There is also a legal complication for STAR in many states. State constitutions often require elections to produce a winner by “plurality” or “majority” of votes. STAR’s two-stage process — scoring, then runoff — has been challenged in court on the grounds that it doesn’t clearly satisfy either standard. Legal clearance is required on a state-by-state basis before STAR can be implemented.
Family Four: Total the Positions (Borda and Positional Systems)
The Borda count assigns points based on rank position. In a three-candidate race, first place is worth 2 points, second place is worth 1, third place is worth 0. Sum the points across all voters. Highest total wins.
The Total Vote Runoff proposed by economist Eric Maskin is a variant: instead of eliminating the candidate with the fewest first-choice votes (as in IRV), eliminate the candidate with the fewest total positional points. This guarantees that if a Condorcet winner exists — a candidate who beats everyone else head-to-head — they won’t be eliminated early. It would have elected Begich in Alaska 2022.
What these preserve: information from every voter’s entire ranking, not just their top choice. The Borda/positional family is the first family that can rescue a broadly acceptable middle candidate from the center-squeeze problem.
What they discard: manipulation resistance. Borda count is famously vulnerable to a tactic called “clone nomination” — a party that runs two similar candidates can split their opponents’ points across both, gaining a structural advantage. More broadly, these systems reward strategic ballot-stuffing in ways that are harder to prevent than in other families.
4. The Objections — and Which Ones Are Real
Now that we’ve separated the ballot question from the counting question, we can evaluate the standard objections to electoral reform much more precisely. Most of them turn out to be objections to a specific algorithm — not to expressive voting as a concept.
Objection Decoder
“RCV is too complicated for voters.”
This is an objection to the ballot format — asking voters to rank candidates — not to any counting algorithm. Research consistently shows that voters find ranking intuitive. In Santa Fe’s first RCV election, 84% of voters said the ballot was not confusing. The complexity objection is also selectively applied: FPTP requires voters to perform invisible strategic calculations (”is my candidate viable?”) that are far more cognitively demanding than simply saying “I prefer A to B to C.”
“It can eliminate the candidate most voters preferred.”

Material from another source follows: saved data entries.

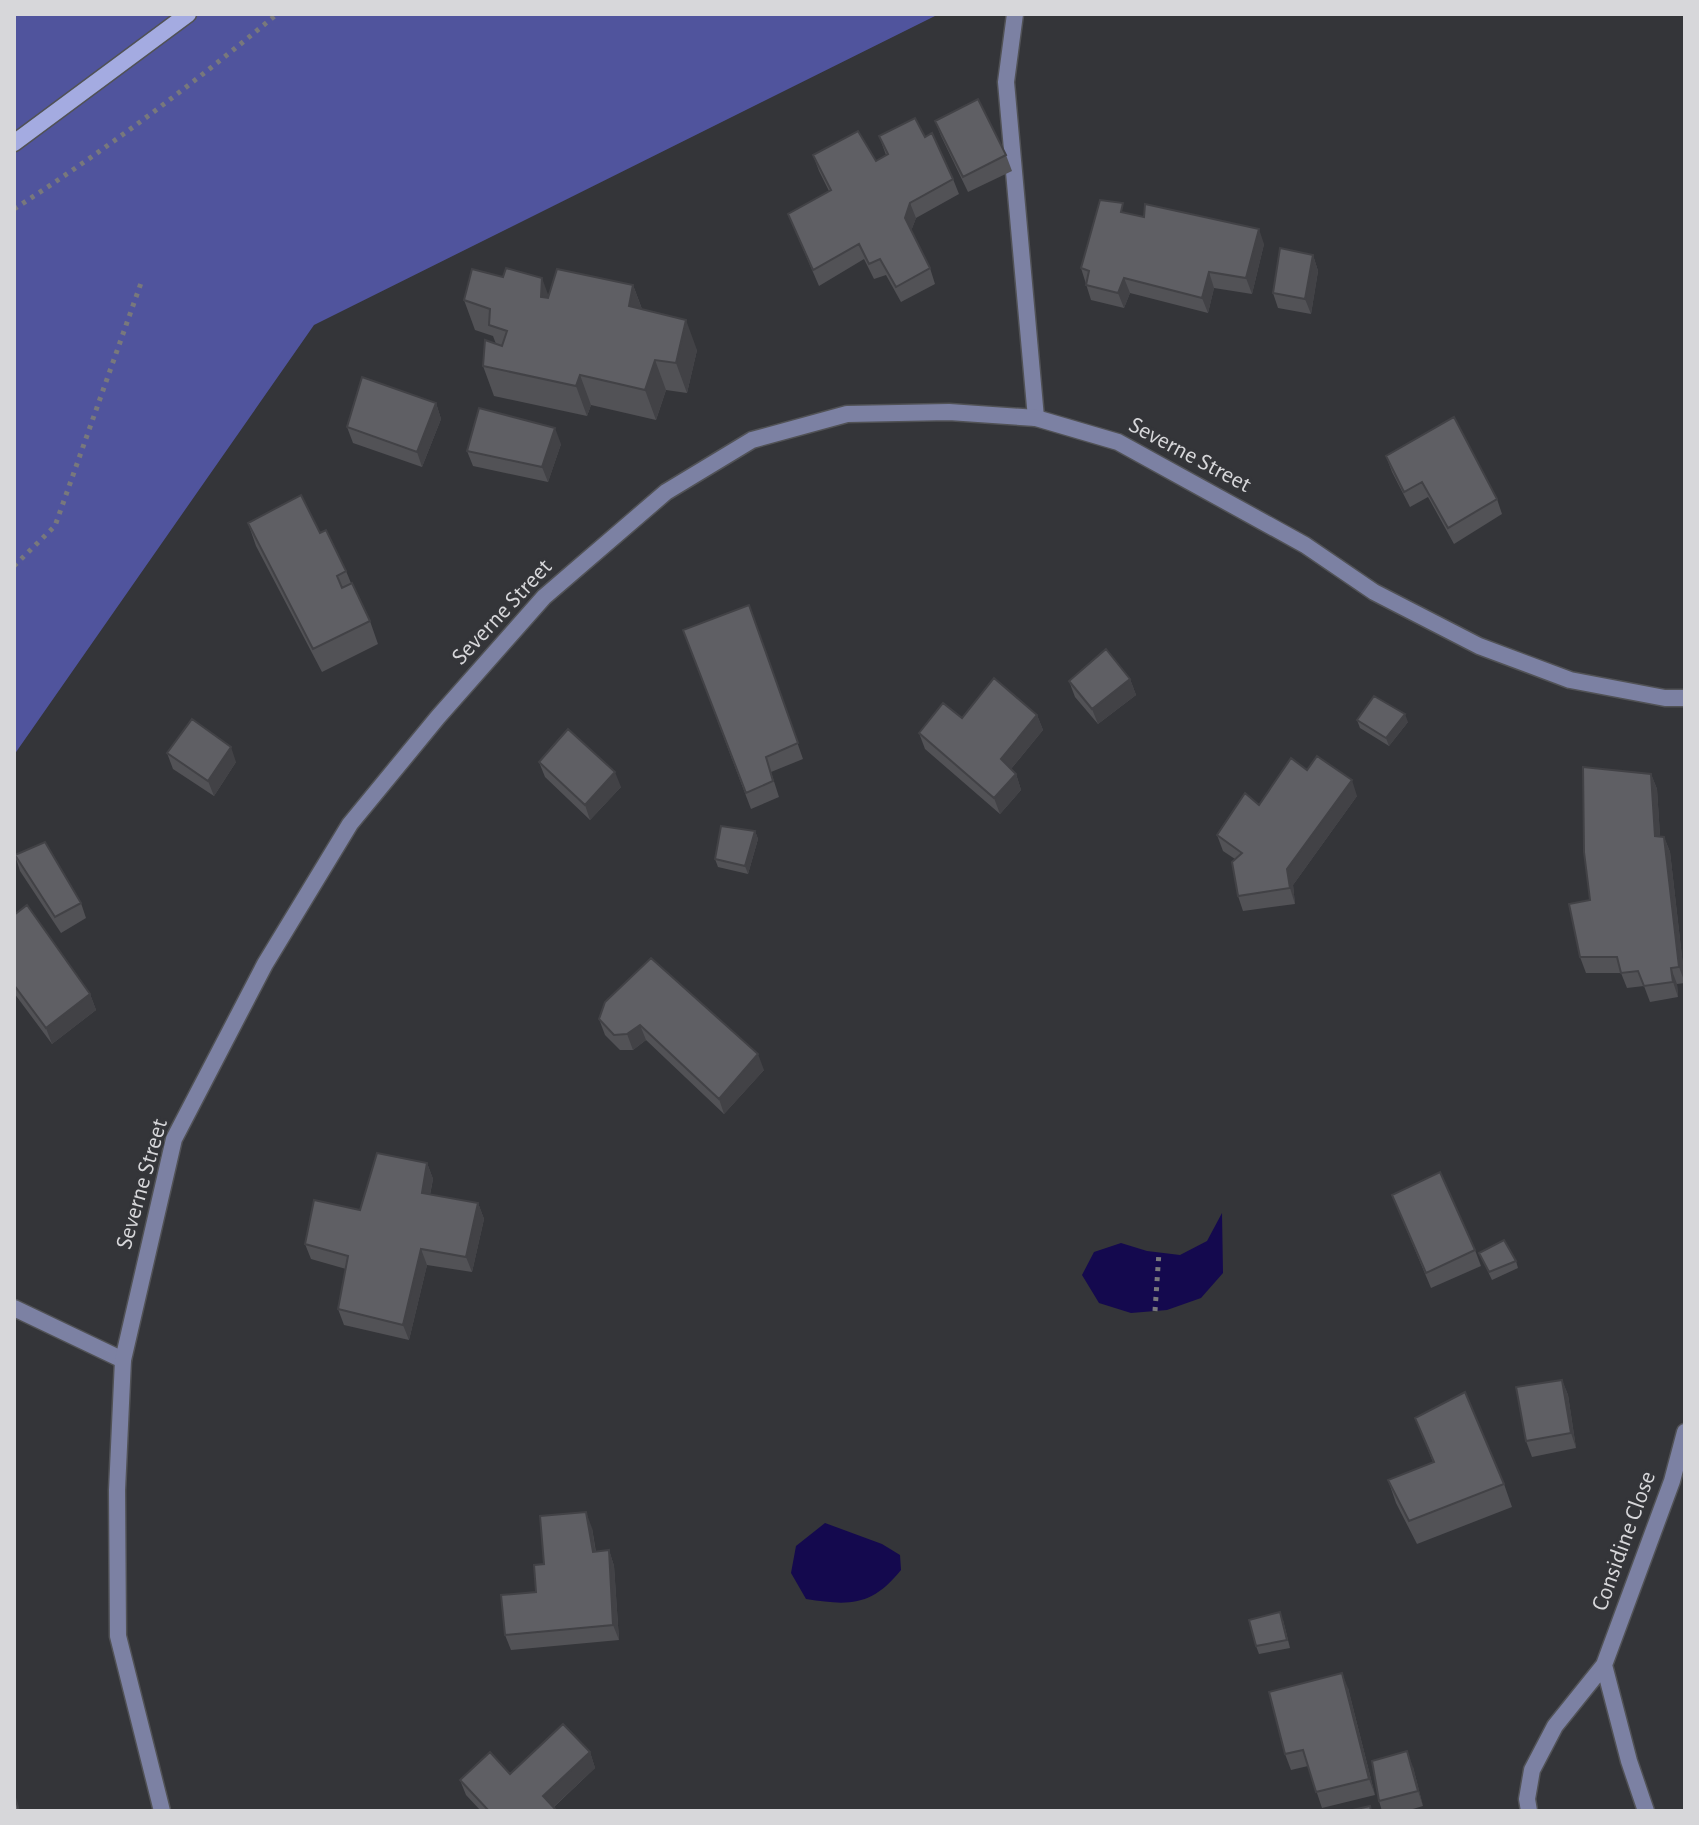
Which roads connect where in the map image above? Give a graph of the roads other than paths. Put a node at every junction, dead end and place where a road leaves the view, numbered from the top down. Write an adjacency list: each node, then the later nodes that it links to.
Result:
1 (188, 14): 3 (main road)
2 (1015, 14): 4 (street)
3 (14, 143)
4 (1036, 418): 5 (street, Severne Street); 7 (street, Severne Street)
5 (1685, 698)
6 (14, 1308): 7 (street)
7 (123, 1360): 10 (street, Severne Street)
8 (1685, 1432): 9 (street, Considine Close)
9 (1604, 1665): 11 (street, Considine Close); 12 (street)
10 (162, 1811)
11 (1529, 1811)
12 (1646, 1811)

This is a legitimate objection — but it is an objection to the IRV counting algorithm specifically, not to ranked ballots. The Borda/positional family fixes this problem while using the same ballot. The objection is solvable by changing the algorithm, not by abandoning expressive voting.
“Results take too long.”
If you ignore that this is being compared to a runoff election, this is a real operational concern for some IRV implementations, but it is an administration and software problem, not a fundamental property of expressive voting. Most jurisdictions using RCV now report preliminary results within 24 hours. Approval voting and STAR produce results as quickly as FPTP.
“My vote could end up counting for someone I didn’t vote for.”

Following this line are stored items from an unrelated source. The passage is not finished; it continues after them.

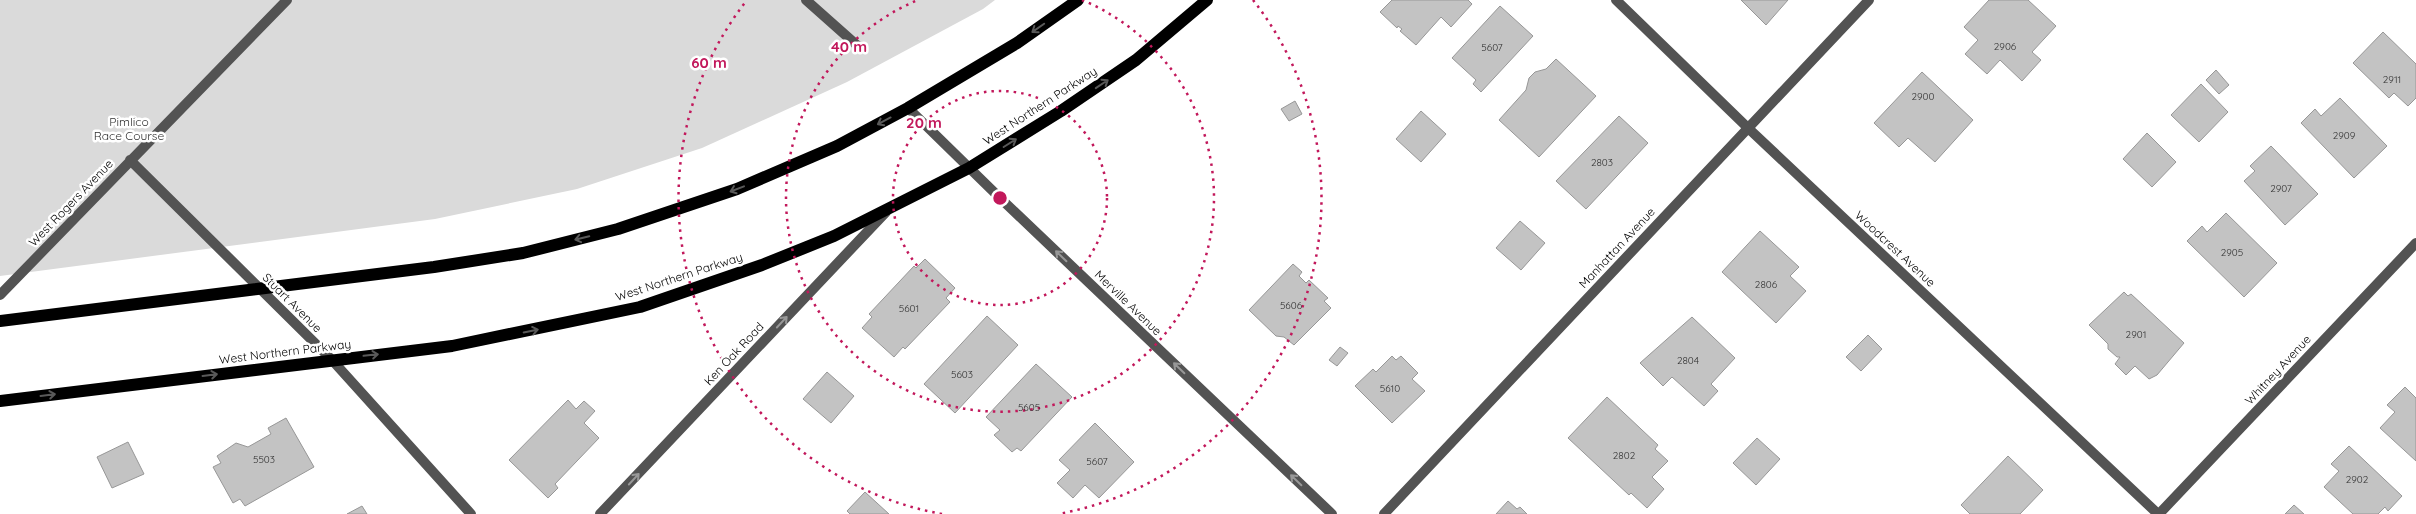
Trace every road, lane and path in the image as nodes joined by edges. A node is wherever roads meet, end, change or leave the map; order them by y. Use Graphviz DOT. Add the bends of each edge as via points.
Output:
graph roads {
  1 [pos="287,0"];
  2 [pos="806,0"];
  3 [pos="1078,0"];
  4 [pos="1207,0"];
  5 [pos="1616,0"];
  6 [pos="1869,0"];
  7 [pos="860,48"];
  8 [pos="908,108"];
  9 [pos="1748,128"];
  10 [pos="130,160"];
  11 [pos="969,168"];
  12 [pos="886,212"];
  13 [pos="2416,243"];
  14 [pos="261,289"];
  15 [pos="0,295"];
  16 [pos="0,321"];
  17 [pos="332,360"];
  18 [pos="0,401"];
  19 [pos="471,514"];
  20 [pos="600,514"];
  21 [pos="1332,514"];
  22 [pos="1384,514"];
  23 [pos="2158,514"];
  1 -- 10 [label="street, West Rogers Avenue"];
  2 -- 7 [label="street"];
  3 -- 8 [label="main road, one-way" via="1017,43"];
  11 -- 4 [label="main road, West Northern Parkway, one-way" via="1136,60"];
  5 -- 9 [label="street, Woodcrest Avenue"];
  6 -- 9 [label="street, Manhattan Avenue"];
  8 -- 11 [label="street, Merville Avenue"];
  8 -- 14 [label="main road, one-way" via="837,146 737,189 618,229 523,253"];
  9 -- 22 [label="street, Manhattan Avenue"];
  9 -- 23 [label="street, Woodcrest Avenue"];
  10 -- 14 [label="street, Stuart Avenue"];
  10 -- 15 [label="street, West Rogers Avenue"];
  11 -- 12 [label="main road, West Northern Parkway"];
  21 -- 11 [label="street, Merville Avenue, one-way"];
  17 -- 12 [label="main road, West Northern Parkway, one-way" via="452,346 640,307 762,265"];
  20 -- 12 [label="street, Ken Oak Road, one-way"];
  13 -- 23 [label="street, Whitney Avenue"];
  14 -- 16 [label="main road"];
  14 -- 17 [label="street, Stuart Avenue"];
  18 -- 17 [label="main road, West Northern Parkway, one-way"];
  17 -- 19 [label="street, Stuart Avenue"];
}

Under IRV, if your first-choice candidate is eliminated, your ballot transfers to your second choice. This is not your vote being hijacked — it is your vote being used exactly as you instructed by ranking a backup preference. Under FPTP, if your first-choice candidate loses, your vote counts for no one at all. Compared to that, a transferred vote is a feature.
“The algorithm can be gamed.”
Every algorithm can be gamed. FPTP is gamed every election — it’s called strategic voting, and it forces millions of voters to abandon their true preferences for “viable” candidates. IRV is harder to game than FPTP. More sophisticated counting methods raise the cost of manipulation further. The question is not whether gaming is possible but how hard it is to do, and whether it’s harder or easier than the system being replaced.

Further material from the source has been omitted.